Photograph shows the Sorin Perceval S (reproduced with permission of Sorin Group Asia Pte Ltd).
Fig. 3.

Photograph shows the implanted Sorin Perceval S (reproduced with permission of Sorin Group Asia Pte Ltd).
Fig. 2.

Photograph shows the features of the Sorin Perceval S (reproduced with permission of Sorin Group Asia Pte Ltd).
The design of the Perceval S prosthesis stems from the intention to offer an alternative to traditional flexible prosthesis (stented and stentless biologic valves). As a result of this sutureless technology, patients can benefit from a reduction in aortic cross-clamp times, with subsequent overall reduction in surgical timing, and therefore, a reduction in related risks, as the need to pass the stitches through the annulus and sutures knotting is avoided.(8) Consequently, there are reduced risks of tearing of the aortic annulus and wall, damage to the bundle of His, or embolisation of foreign material in the vascular system.
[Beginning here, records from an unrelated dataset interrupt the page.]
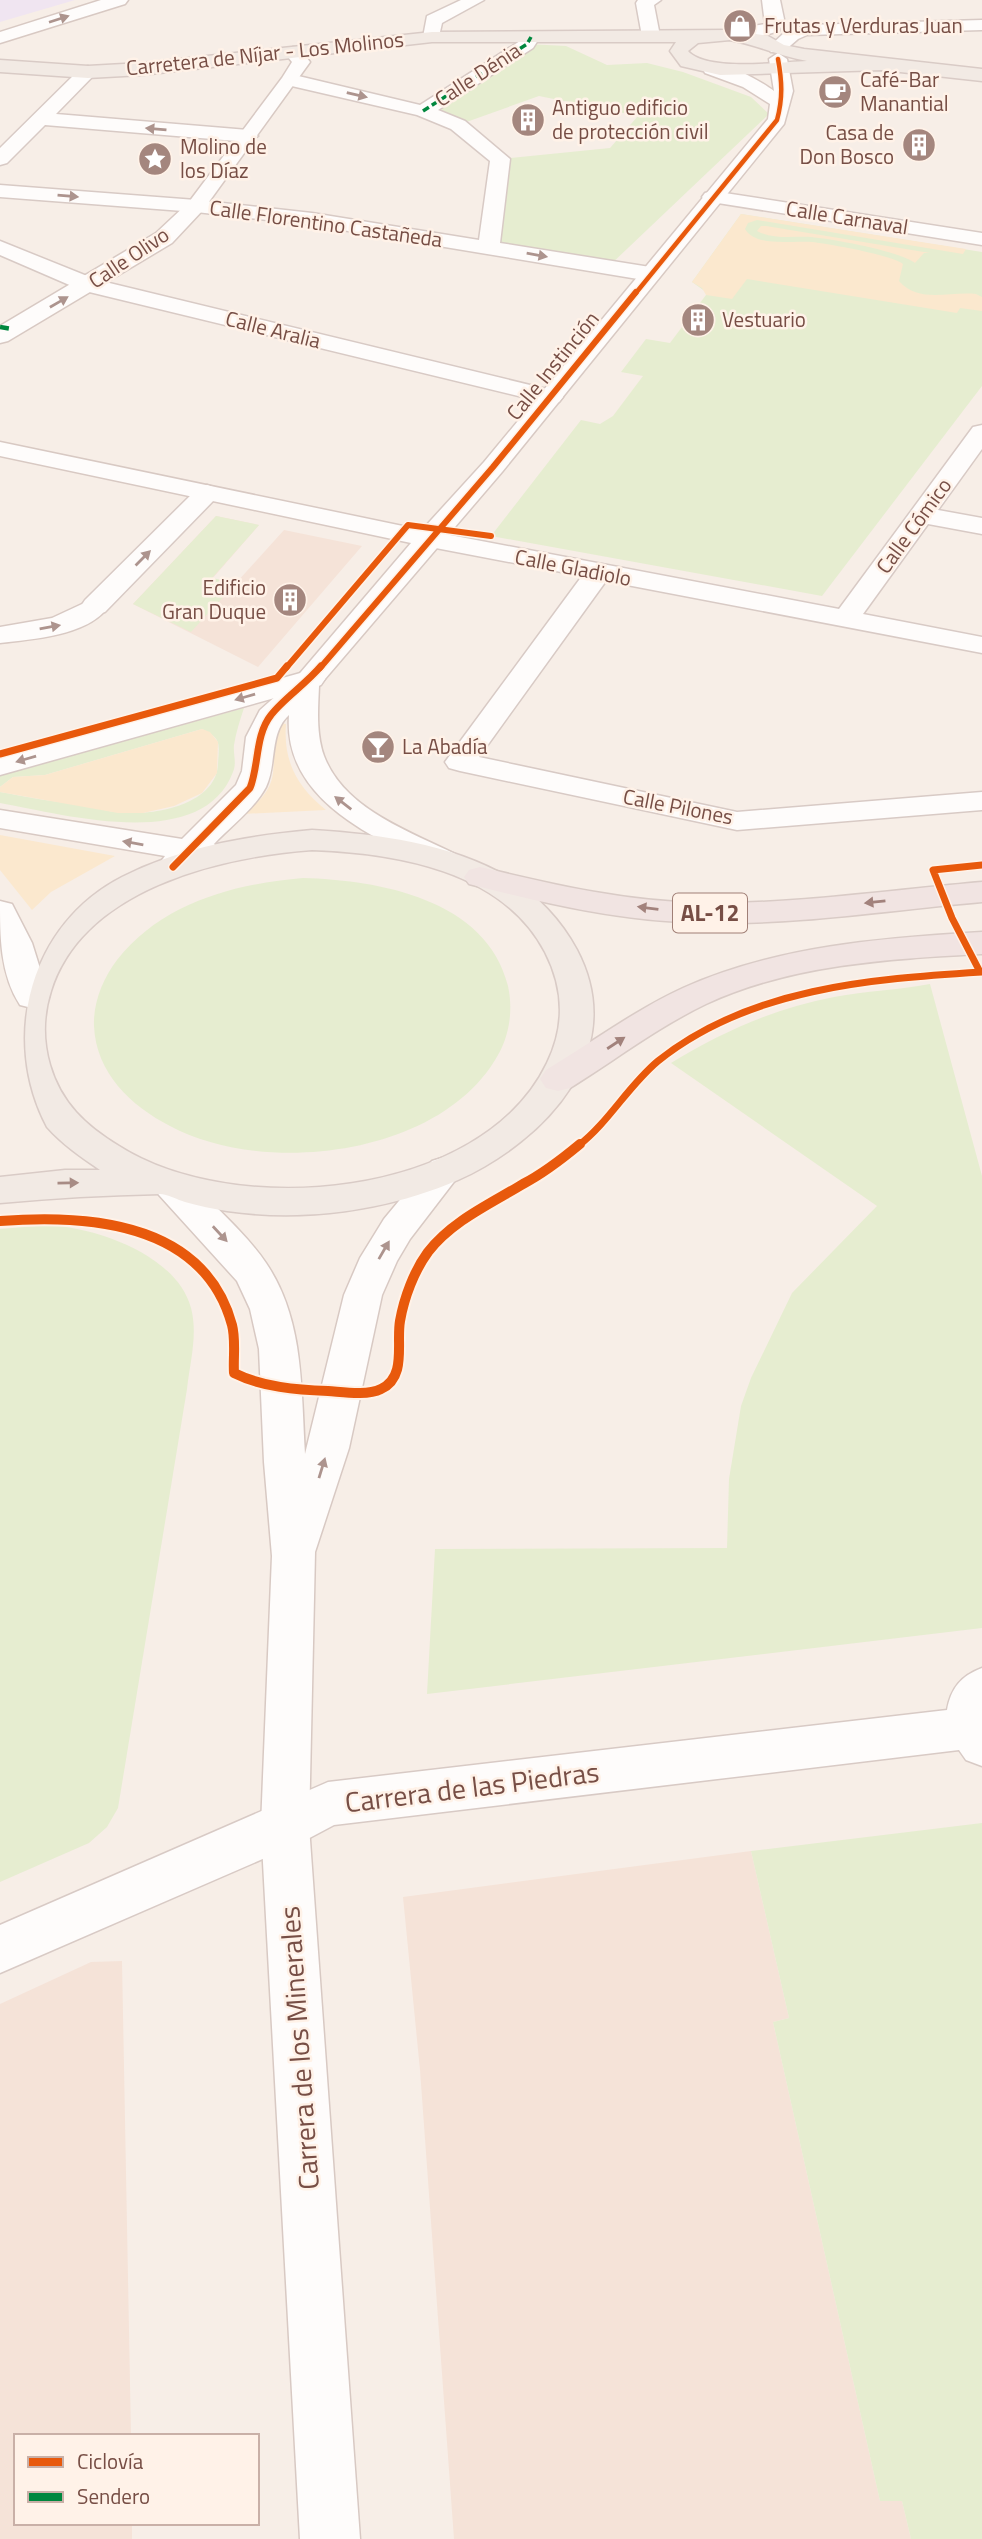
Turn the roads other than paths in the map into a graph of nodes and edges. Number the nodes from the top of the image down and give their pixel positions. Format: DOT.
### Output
graph roads {
  1 [pos="119,0"];
  2 [pos="475,0"];
  3 [pos="652,0"];
  4 [pos="771,0"];
  5 [pos="775,19"];
  6 [pos="982,25"];
  7 [pos="792,35"];
  8 [pos="651,36"];
  9 [pos="717,36"];
  10 [pos="432,37"];
  11 [pos="531,37"];
  12 [pos="0,38"];
  13 [pos="293,52"];
  14 [pos="638,54"];
  15 [pos="778,56"];
  16 [pos="666,60"];
  17 [pos="838,64"];
  18 [pos="891,64"];
  19 [pos="0,66"];
  20 [pos="705,67"];
  21 [pos="88,72"];
  22 [pos="982,75"];
  23 [pos="290,80"];
  24 [pos="781,98"];
  25 [pos="423,111"];
  26 [pos="40,119"];
  27 [pos="248,136"];
  28 [pos="0,159"];
  29 [pos="0,191"];
  30 [pos="712,197"];
  31 [pos="196,206"];
  32 [pos="982,239"];
  33 [pos="0,247"];
  34 [pos="489,247"];
  35 [pos="650,274"];
  36 [pos="89,285"];
  37 [pos="4,331"];
  38 [pos="551,397"];
  39 [pos="978,442"];
  40 [pos="0,449"];
  41 [pos="207,493"];
  42 [pos="922,514"];
  43 [pos="982,526"];
  44 [pos="429,539"];
  45 [pos="598,573"];
  46 [pos="845,620"];
  47 [pos="0,635"];
  48 [pos="982,645"];
  49 [pos="308,682"];
  50 [pos="0,766"];
  51 [pos="982,800"];
  52 [pos="0,819"];
  53 [pos="181,858"];
  54 [pos="444,861"];
  55 [pos="480,877"];
  56 [pos="982,892"];
  57 [pos="0,911"];
  58 [pos="982,943"];
  59 [pos="32,997"];
  60 [pos="27,1038"];
  61 [pos="0,1070"];
  62 [pos="558,1079"];
  63 [pos="445,1170"];
  64 [pos="169,1185"];
  65 [pos="0,1190"];
  66 [pos="294,1556"];
  67 [pos="978,1720"];
  68 [pos="285,1826"];
  69 [pos="0,1949"];
  70 [pos="330,2539"];
  12 -- 1 [label="street, one-way"];
  2 -- 10 [label="street"];
  3 -- 8 [label="street"];
  4 -- 5 [label="street"];
  5 -- 7 [label="street"];
  5 -- 9 [label="street"];
  6 -- 7 [label="street"];
  7 -- 15 [label="street"];
  8 -- 9 [label="main road"];
  8 -- 11 [label="main road"];
  9 -- 15 [label="main road"];
  9 -- 20 [label="main road"];
  10 -- 11 [label="main road, Carretera de Níjar - Los Molinos"];
  10 -- 13 [label="main road, Carretera de Níjar - Los Molinos"];
  11 -- 14 [label="main road"];
  11 -- 25 [label="street, Calle Dénia"];
  13 -- 21 [label="main road, Carretera de Níjar - Los Molinos"];
  13 -- 23 [label="street"];
  15 -- 17 [label="main road"];
  15 -- 18 [label="main road"];
  15 -- 20 [label="main road"];
  15 -- 24 [label="street"];
  16 -- 20 [label="main road"];
  17 -- 18 [label="main road"];
  17 -- 24 [label="street"];
  18 -- 22 [label="main road"];
  19 -- 21 [label="main road, Carretera de Níjar - Los Molinos"];
  20 -- 24 [label="street"];
  21 -- 26 [label="street"];
  23 -- 25 [label="street, one-way"];
  23 -- 27 [label="street, Calle Olivo"];
  24 -- 30 [label="street, Calle Instinción"];
  25 -- 34 [label="street"];
  27 -- 26 [label="street, one-way"];
  26 -- 28 [label="street"];
  27 -- 31 [label="street, Calle Olivo"];
  29 -- 31 [label="street, Calle Florentino Castañeda, one-way"];
  30 -- 32 [label="street, Calle Carnaval"];
  30 -- 35 [label="street, Calle Instinción"];
  31 -- 34 [label="street, Calle Florentino Castañeda"];
  31 -- 36 [label="street, Calle Olivo"];
  33 -- 36 [label="street, Calle Aralia"];
  34 -- 35 [label="street, Calle Florentino Castañeda, one-way"];
  35 -- 38 [label="street, Calle Instinción"];
  37 -- 36 [label="street, Calle Olivo, one-way"];
  36 -- 38 [label="street, Calle Aralia"];
  38 -- 44 [label="street, Calle Instinción"];
  39 -- 42 [label="street, Calle Cómico"];
  40 -- 41 [label="street, Calle Gladiolo"];
  41 -- 44 [label="street, Calle Gladiolo"];
  47 -- 41 [label="street, one-way"];
  42 -- 43 [label="street"];
  42 -- 46 [label="street, Calle Cómico"];
  44 -- 45 [label="street, Calle Gladiolo"];
  44 -- 49 [label="street, Calle Instinción"];
  45 -- 46 [label="street, Calle Gladiolo"];
  45 -- 51 [label="street, Calle Pilones"];
  46 -- 48 [label="street, Calle Gladiolo"];
  49 -- 50 [label="street, one-way"];
  49 -- 53 [label="street, Calle Instinción"];
  54 -- 49 [label="street, one-way"];
  53 -- 52 [label="street, one-way"];
  53 -- 54 [label="main road"];
  53 -- 59 [label="main road"];
  54 -- 55 [label="main road"];
  56 -- 55 [label="highway, AL-12, one-way"];
  55 -- 62 [label="main road"];
  57 -- 59 [label="street"];
  62 -- 58 [label="highway, one-way"];
  59 -- 60 [label="main road"];
  60 -- 61 [label="main road"];
  60 -- 64 [label="main road"];
  62 -- 63 [label="main road"];
  63 -- 64 [label="main road"];
  66 -- 63 [label="street, Carrera de los Minerales, one-way"];
  65 -- 64 [label="main road, one-way"];
  64 -- 66 [label="street, Carrera de los Minerales, one-way"];
  66 -- 68 [label="street, Carrera de los Minerales"];
  67 -- 68 [label="street, Carrera de las Piedras"];
  68 -- 69 [label="street, Carrera de las Piedras"];
  68 -- 70 [label="street, Carrera de los Minerales"];
}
In a four-year follow-up of 208 high-risk patients in two European centres,(8) implantation of the Perceval S prosthesis resulted in significant improvement of patients’ symptoms, as well as in echocardiographic findings. Mean preoperative and postoperative gradients were 48.6 ± 18.6 mm Hg and 10.4 ± 4.3 mm Hg, respectively, and mean effective orifice areas were 0.7 ± 0.2 cm2 preoperatively and 1.4 ± 0.4 cm2 postoperatively. Intraoperatively, the mean cross-clamp time and cardiopulmonary bypass time were 33 ± 14 min and 54 ± 24 min, respectively; this included 45 patients who underwent surgery through mini-sternotomy without conversion.
AVR remains the gold standard for treatment of aortic valve stenosis. Conventional surgery has excellent outcomes in low-risk patients and acceptable outcomes in medium- and high-risk patients. For some patients, the traditional sutured AVR (whether stented or stentless) is the best option, whereas for others, the sutureless AVR is a better alternative. With new innovations in surgical treatment, it is important to tailor the operation for different subsets of patients. AVR using sutureless bioprosthesis has the potential to benefit moderate- and high-risk patients, and should thus be considered for such individuals on a case-by-case basis, particularly when a minimally invasive approach is considered.